One end of the auxiliary working line 60 terminates in the opposite side of the auxiliary pump 53 from the supply line 55. Coming from the pump 53, the auxiliary working line 60 contains a flow responsive electric switch 63, a pressure line filter container 64 with a dirt indicator and containing a 25 micron selection element, a manual control valve 65, and the line 60 terminates in the accumulator 51. The rod end working line 40 joins the auxiliary working line 60 between the manual shut off valve 65 and the accumulator 51 so that the auxiliary pump 53 can maintain a pressure head of 75 p.s.i. on the piston pumps 5 and 6. An outlet valve 66 is joined to the auxiliary working line 60 between the auxiliary pump 53 and the manual shut off valve 65.

A return branch 67 joins the auxiliary working line 60 between the manual shut off valve 65 and accumulator 51, and it terminates in the reservoir 15. The return branch 67 contains a pressure control relief valve 68, which is adjusted to open when the pressure in the auxiliary working line 60 exceeds 75 p.s.i. A two-position, three-way direction control valve 69 is connected into the return branch 67 of the auxiliary working line 60 in series with the pressure control relief valve 68, and it is connected to be actuated by a pilot valve 70, which is controlled by a solenoid 71. The direction control valve 69 is connected to direct the fluid flow in the return branch 67 either through a cooler 72, or a by-pass conduit 73, and back to the reservoir 15. A pilot line 74 from the pilot valve joins the rod end working line 40 between the check valve 41 and the junction of that line 40 with the auxiliary working line 60, and a drain line 75 from the pilot valve 70 joins the by-pass conduit 73.
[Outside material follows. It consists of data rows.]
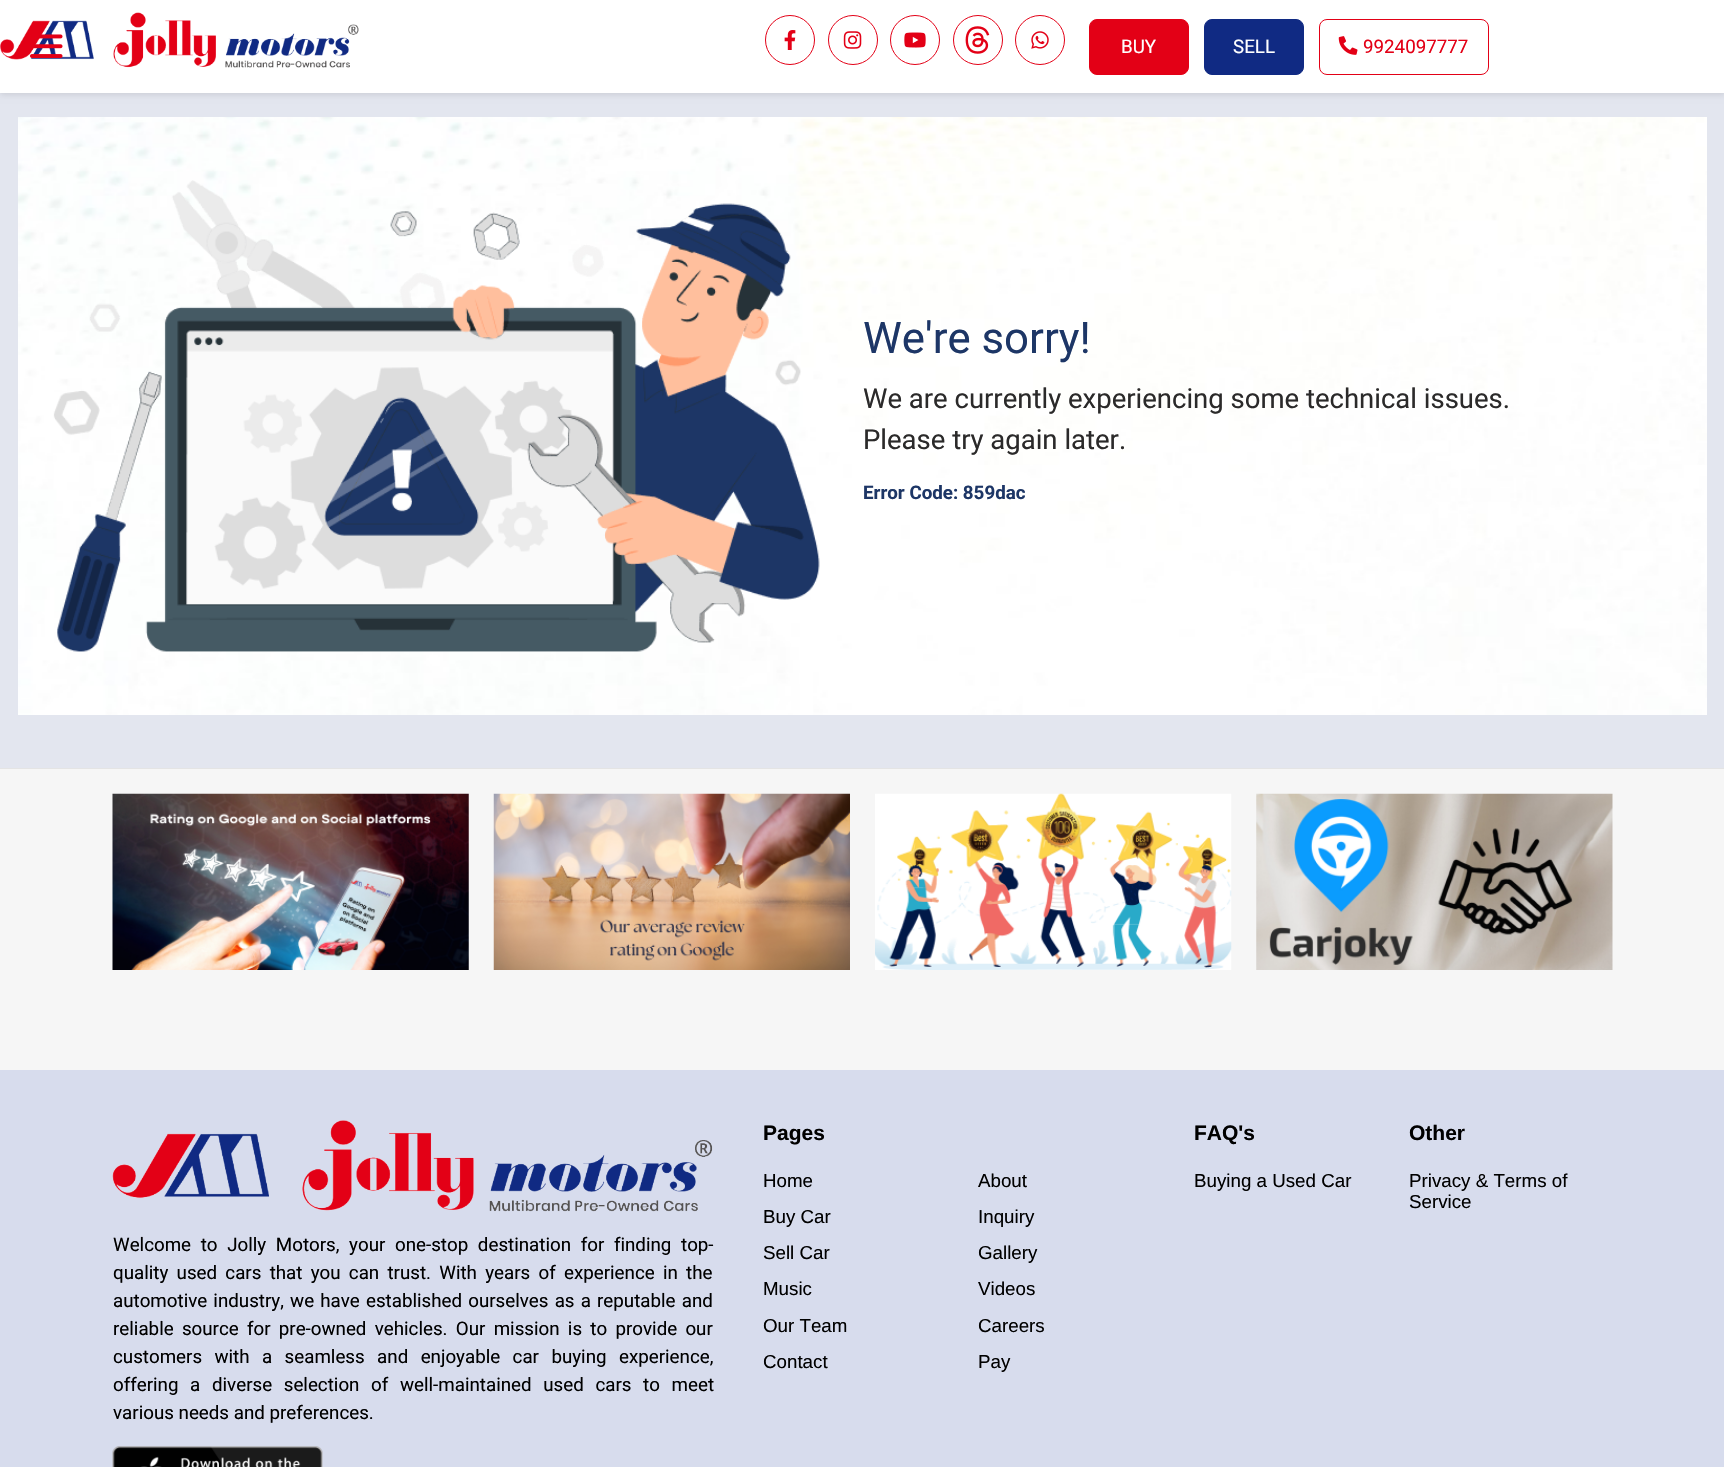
void draw(SkCanvas* c) {
SkPaint p;
p.setAntiAlias(true);
auto F=[&](const char* family, int weight, float size, bool italic = false){SkFontStyle style(weight, SkFontStyle::kNormal_Width,italic ? SkFontStyle::kItalic_Slant : SkFontStyle::kUpright_Slant);SkFont result(fontMgr->matchFamilyStyle(family, style), size);result.setSubpixel(true);return result;};
auto T=[&](const char* s, float x, float y, const SkFont& font){c->drawString(s, x, y, font, p);};
auto L=[&](const char* s, float x, float y, const SkFont& font, const SkPaint& ink, float letter, float word){std::vector<SkGlyphID> glyphs(font.countText(s, strlen(s), SkTextEncoding::kUTF8));std::vector<float> xs(glyphs.size());font.textToGlyphs(s, strlen(s), SkTextEncoding::kUTF8, glyphs);font.getXPos(glyphs, xs, x);float extra = 0;for (size_t i = 0; i < glyphs.size(); i++) {xs[i] += extra;extra += letter + word * (glyphs[i] == font.unicharToGlyph(' '));}c->drawTextBlob(SkTextBlob::MakeFromPosHGlyphs(glyphs, xs, y, font), 0, 0, ink);};
auto R=[&](float x, float y, float w, float h){c->drawRect(SkRect::MakeXYWH(x, y, w, h), p);};
auto I=[&](const char* path, float x, float y, float w, float h){auto image = SkImages::DeferredFromEncodedData(SkData::MakeFromFileName(path));c->drawImageRect(image, SkRect::MakeXYWH(x, y, w, h), SkSamplingOptions());};
c->clear(0xffe3e6ef);
p.setColor(0x1a000000);
p.setMaskFilter(SkMaskFilter::MakeBlur(kNormal_SkBlurStyle, 3));
c->drawRect(SkRect::MakeXYWH(0,3,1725,92),p);
p.setMaskFilter(nullptr);
p.setColor(0xffffffff);
R(0,0,1724,93);
I("1.png",0,12,359,56);
I("2.png",30,34,33,24);
p.setStroke(true);
p.setStrokeWidth(1);
p.setColor(0xffe30016);
c->drawCircle(790,40,24.5,p);
I("3.png",784,30,12,20);
c->drawCircle(853,40,24.5,p);
I("4.png",843,31,19,18);
c->drawCircle(915,40,24.5,p);
I("5.png",904,32,22,16);
c->drawCircle(978,40,24.5,p);
I("6.png",965,26,25,28);
c->drawCircle(1040,40,24.5,p);
I("7.png",1031,31,18,18);
p.setStroke(false);
c->drawRoundRect(SkRect::MakeXYWH(1089.5,19.5,99,55),7.5,7.5,p);
p.setStroke(true);
c->drawRoundRect(SkRect::MakeXYWH(1089.5,19.5,99,55),7.5,7.5,p);
auto f1 = F("Roboto",400,18.75);
p.setStroke(false);
p.setColor(0xffffffff);
T("BUY",1121,53,f1);
p.setColor(0xff102a83);
c->drawRoundRect(SkRect::MakeXYWH(1204.5,19.5,99,55),7.5,7.5,p);
p.setStroke(true);
c->drawRoundRect(SkRect::MakeXYWH(1204.5,19.5,99,55),7.5,7.5,p);
p.setStroke(false);
p.setColor(0xffffffff);
T("SELL",1233,53,f1);
p.setStroke(true);
p.setColor(0xffe30016);
c->drawRoundRect(SkRect::MakeXYWH(1319.5,19.5,169,55),7.5,7.5,p);
I("8.png",1338,36,20,19);
p.setStroke(false);
T("9924097777",1363,53,f1);
I("9.png",18,117,1689,598);
I("10.png",53,180,767,472);
auto f2 = F("Roboto",400,43.75);
p.setColor(0xff1d3666);
T("We're sorry!",863,353,f2);
auto f3 = F("Roboto",400,27.5);
p.setColor(0xff2b2a2a);
T("We are currently experiencing some technical issues.",863,408,f3);
T("Please try again later.",863,449,f3);
auto f4 = F("Roboto",700,18.75);
p.setColor(0xff1d3666);
T("Error Code: 859dac",863,499,f4);
p.setColor(0xffe4e4e4);
R(0,768,1724,1);
p.setColor(0xfff6f6f6);
R(0,769,1724,301);
I("11.png",112,793,357,177);
I("12.png",493,793,357,177);
I("13.png",875,793,357,177);
I("14.png",1256,793,357,177);
p.setColor(0xffd7dced);
R(0,1070,1724,397);
I("15.png",112,1120,601,92);
p.setColor(0xff000000);
L("Welcome to Jolly Motors, your one-stop destination for finding top-",113,1251,f1,p,0,5);
L("quality used cars that you can trust. With years of experience in the",113,1279,f1,p,0,3.6);
L("automotive industry, we have established ourselves as a reputable and",113,1307,f1,p,0,1.5);
L("reliable source for pre-owned vehicles. Our mission is to provide our",113,1335,f1,p,0,3.6);
L("customers with a seamless and enjoyable car buying experience,",113,1363,f1,p,0,7.75);
L("offering a diverse selection of well-maintained used cars to meet",113,1391,f1,p,0,7);
T("various needs and preferences.",113,1419,f1);
I("16.png",112,1446,211,21);
auto f5 = F("Liberation Sans",700,21);
T("Pages",763,1140,f5);
auto f6 = F("Liberation Sans",400,18.75);
T("Home",763,1187,f6);
T("About",978,1187,f6);
T("Buy Car",763,1223,f6);
T("Inquiry",978,1223,f6);
T("Sell Car",763,1259,f6);
T("Gallery",978,1259,f6);
T("Music",763,1295,f6);
T("Videos",978,1295,f6);
T("Our Team",763,1332,f6);
T("Careers",978,1332,f6);
T("Contact",763,1368,f6);
T("Pay",978,1368,f6);
T("FAQ's",1194,1140,f5);
T("Buying a Used Car",1194,1187,f6);
T("Other",1409,1140,f5);
T("Privacy & Terms of",1409,1187,f6);
T("Service",1409,1208,f6);
}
A pair of thermally operated control contacts 77 and 78 are mounted on the reservoir 15. The low temperature contact '77 is adjusted to be actuated when the fluid temperature in the reservoir 15 reaches 75 F., and the high temperature contact 78 will be actuated when the fluid temperature in the reservoir reaches F. The low temperature contact 77 is electrically connected to energize a cooling fan (not shown) in the cooler 72 and the solenoid 71, when it is actuated; and the high temperature contact 78 is electrically connected to an electrical control circuit 79 for the entire power unit. Actually, the contacts 77 and 78 are both contained in a single thermal control switch, which is not separately represented on the drawing to avoid unnecessary complexity in the drawing.

Similarly, the pressure operated switch 50 has two ganged contacts 80 and 81, a normally closed solenoid contact 80 and a normally open cycling contact 81. The solenoid contact 80 is electrically connected to deenergize the solenoid 71 when actuated; and the cycling contact 81 is electrically connected to energize a timer 82, which is electrically connected to send periodic, timed signals to the electric control circuit 79. The flow responsive switch 63 is electrically connected to send a signal to the electric control circuit 79 when the flow of fluid in the auxiliary working line 60 is reduced below a preset, safe maximum. Since the electrical components and circuitry are not, taken alone, a part of the invention, there is no need to describe them any further.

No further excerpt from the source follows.